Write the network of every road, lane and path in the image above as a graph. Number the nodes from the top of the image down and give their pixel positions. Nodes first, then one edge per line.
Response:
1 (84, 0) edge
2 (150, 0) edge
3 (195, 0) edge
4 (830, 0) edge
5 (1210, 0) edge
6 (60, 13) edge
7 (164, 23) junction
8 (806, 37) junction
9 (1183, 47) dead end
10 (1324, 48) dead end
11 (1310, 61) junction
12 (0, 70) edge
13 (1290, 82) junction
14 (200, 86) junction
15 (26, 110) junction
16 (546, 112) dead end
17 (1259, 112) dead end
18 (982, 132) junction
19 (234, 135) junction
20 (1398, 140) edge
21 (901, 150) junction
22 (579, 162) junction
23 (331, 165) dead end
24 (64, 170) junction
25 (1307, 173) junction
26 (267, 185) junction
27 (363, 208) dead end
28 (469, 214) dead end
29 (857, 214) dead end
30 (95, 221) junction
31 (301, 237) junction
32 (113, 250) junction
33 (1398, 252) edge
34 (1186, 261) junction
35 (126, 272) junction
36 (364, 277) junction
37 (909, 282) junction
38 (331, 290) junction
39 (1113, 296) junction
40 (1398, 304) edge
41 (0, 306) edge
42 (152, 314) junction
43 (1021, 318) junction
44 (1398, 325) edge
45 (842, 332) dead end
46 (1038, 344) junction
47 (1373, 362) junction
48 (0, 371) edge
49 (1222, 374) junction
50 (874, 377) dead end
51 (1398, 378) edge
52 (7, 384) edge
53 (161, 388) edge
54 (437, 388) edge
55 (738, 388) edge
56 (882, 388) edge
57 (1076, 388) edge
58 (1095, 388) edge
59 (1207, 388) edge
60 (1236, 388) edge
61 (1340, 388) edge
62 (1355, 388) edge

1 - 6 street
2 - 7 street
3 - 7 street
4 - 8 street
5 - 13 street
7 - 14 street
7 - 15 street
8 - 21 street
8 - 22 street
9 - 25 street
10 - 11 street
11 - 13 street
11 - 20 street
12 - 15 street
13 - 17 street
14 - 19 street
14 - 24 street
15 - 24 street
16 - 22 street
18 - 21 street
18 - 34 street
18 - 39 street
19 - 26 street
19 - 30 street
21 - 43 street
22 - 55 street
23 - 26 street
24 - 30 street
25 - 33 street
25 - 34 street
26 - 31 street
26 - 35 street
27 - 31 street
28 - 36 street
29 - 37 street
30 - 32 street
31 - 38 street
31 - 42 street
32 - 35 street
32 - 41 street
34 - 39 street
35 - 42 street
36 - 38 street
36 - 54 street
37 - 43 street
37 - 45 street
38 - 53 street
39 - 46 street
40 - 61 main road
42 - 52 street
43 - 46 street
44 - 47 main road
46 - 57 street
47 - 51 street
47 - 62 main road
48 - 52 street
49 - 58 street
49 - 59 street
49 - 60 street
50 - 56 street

...

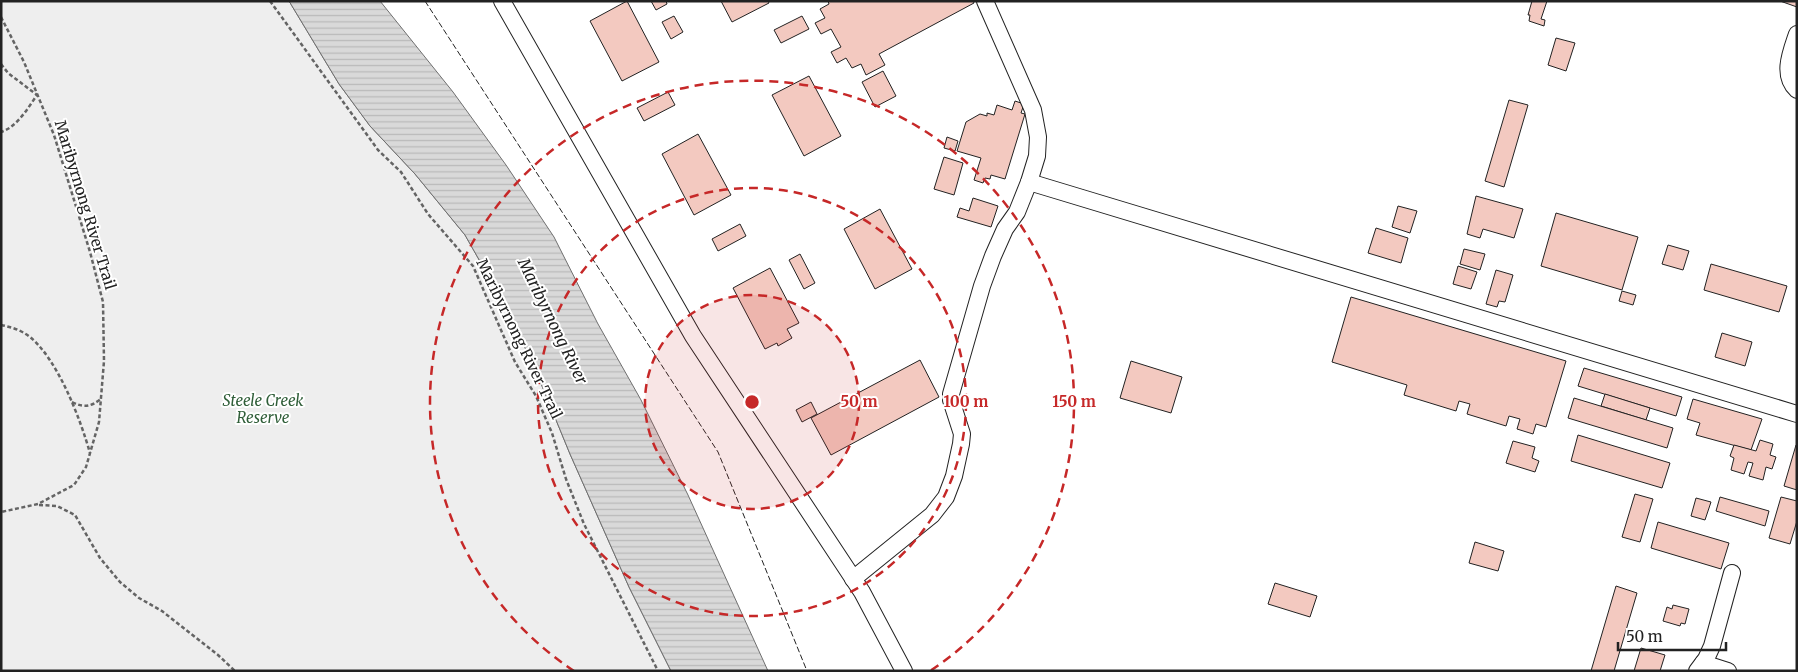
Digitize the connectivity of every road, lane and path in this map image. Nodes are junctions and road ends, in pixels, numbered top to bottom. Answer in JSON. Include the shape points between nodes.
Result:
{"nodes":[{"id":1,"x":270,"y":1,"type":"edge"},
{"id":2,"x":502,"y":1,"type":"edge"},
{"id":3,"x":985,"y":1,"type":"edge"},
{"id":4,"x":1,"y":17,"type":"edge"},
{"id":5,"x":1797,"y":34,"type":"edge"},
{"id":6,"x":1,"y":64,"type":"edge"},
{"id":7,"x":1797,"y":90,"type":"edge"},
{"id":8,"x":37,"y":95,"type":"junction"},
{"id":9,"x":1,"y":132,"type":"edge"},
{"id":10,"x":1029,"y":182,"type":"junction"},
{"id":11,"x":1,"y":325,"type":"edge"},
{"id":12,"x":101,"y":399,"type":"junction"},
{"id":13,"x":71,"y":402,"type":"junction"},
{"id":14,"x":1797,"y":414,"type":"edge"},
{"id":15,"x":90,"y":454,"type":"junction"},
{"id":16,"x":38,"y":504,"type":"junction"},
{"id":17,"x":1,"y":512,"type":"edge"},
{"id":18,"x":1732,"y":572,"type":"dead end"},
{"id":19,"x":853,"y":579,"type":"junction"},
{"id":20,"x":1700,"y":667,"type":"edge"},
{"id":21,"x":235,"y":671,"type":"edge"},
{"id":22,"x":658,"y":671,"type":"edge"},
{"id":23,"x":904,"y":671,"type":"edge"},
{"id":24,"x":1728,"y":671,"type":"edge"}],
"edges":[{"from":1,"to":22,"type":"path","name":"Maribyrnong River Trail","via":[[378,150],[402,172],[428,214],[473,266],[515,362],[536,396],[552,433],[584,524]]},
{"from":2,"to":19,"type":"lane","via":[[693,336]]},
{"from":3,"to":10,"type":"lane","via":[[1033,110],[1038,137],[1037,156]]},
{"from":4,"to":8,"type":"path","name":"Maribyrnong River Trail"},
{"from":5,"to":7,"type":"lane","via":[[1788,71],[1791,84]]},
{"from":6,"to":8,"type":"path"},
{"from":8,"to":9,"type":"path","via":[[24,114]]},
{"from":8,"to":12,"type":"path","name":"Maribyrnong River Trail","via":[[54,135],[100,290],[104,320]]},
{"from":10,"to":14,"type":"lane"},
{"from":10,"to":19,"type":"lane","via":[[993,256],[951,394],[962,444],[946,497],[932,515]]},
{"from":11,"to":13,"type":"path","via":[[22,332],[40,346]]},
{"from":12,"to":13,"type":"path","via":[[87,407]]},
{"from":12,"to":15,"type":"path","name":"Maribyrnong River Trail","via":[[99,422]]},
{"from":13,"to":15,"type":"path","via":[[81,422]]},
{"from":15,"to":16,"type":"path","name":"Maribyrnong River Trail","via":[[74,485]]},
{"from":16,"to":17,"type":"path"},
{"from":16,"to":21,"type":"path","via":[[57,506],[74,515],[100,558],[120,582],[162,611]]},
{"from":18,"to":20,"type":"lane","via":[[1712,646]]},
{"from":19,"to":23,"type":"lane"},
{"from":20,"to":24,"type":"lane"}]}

...

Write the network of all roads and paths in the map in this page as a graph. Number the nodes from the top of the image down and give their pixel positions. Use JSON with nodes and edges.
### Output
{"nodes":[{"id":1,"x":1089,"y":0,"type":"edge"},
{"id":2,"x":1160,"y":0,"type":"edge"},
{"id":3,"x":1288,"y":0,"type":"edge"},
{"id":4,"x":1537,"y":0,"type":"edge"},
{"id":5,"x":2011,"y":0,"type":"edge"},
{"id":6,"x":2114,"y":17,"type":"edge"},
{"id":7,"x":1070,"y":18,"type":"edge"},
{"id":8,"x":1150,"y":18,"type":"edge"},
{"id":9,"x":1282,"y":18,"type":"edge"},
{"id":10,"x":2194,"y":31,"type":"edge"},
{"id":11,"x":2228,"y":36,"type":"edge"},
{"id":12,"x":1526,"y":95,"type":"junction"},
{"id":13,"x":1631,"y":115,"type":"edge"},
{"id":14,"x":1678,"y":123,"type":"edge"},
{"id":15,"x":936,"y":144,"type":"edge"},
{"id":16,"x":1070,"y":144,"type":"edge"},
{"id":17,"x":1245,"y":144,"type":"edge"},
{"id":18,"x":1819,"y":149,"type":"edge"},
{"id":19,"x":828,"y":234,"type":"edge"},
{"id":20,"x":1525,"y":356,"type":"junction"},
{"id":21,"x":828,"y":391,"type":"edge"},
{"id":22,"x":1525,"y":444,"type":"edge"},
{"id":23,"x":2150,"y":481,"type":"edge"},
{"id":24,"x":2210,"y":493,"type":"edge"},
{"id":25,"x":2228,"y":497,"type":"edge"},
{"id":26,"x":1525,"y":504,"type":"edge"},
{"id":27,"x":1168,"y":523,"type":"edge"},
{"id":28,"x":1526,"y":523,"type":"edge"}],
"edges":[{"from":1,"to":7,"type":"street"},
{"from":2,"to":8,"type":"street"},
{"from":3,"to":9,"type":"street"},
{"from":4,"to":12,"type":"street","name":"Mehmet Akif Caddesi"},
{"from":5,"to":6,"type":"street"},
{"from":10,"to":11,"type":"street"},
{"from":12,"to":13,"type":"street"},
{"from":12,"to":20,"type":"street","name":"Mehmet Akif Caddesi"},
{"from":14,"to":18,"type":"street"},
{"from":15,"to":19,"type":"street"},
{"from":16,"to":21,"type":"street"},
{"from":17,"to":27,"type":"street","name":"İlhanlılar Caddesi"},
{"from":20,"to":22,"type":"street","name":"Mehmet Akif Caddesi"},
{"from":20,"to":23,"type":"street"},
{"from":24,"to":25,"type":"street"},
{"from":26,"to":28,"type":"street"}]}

_WORK TO COMPLETE_.
Return every line of the listing that has the word "JSON" in it.

_ANSWER BOX_.
Digitize the connectivity of every road, lane and path in this map image. Nodes are junctions and road ends, in pixels, numbered top to bottom. Answer in JSON. Include the shape points between nodes.
Write the network of all roads and paths in the map in this page as a graph. Number the nodes from the top of the image down and give their pixel positions. Use JSON with nodes and edges.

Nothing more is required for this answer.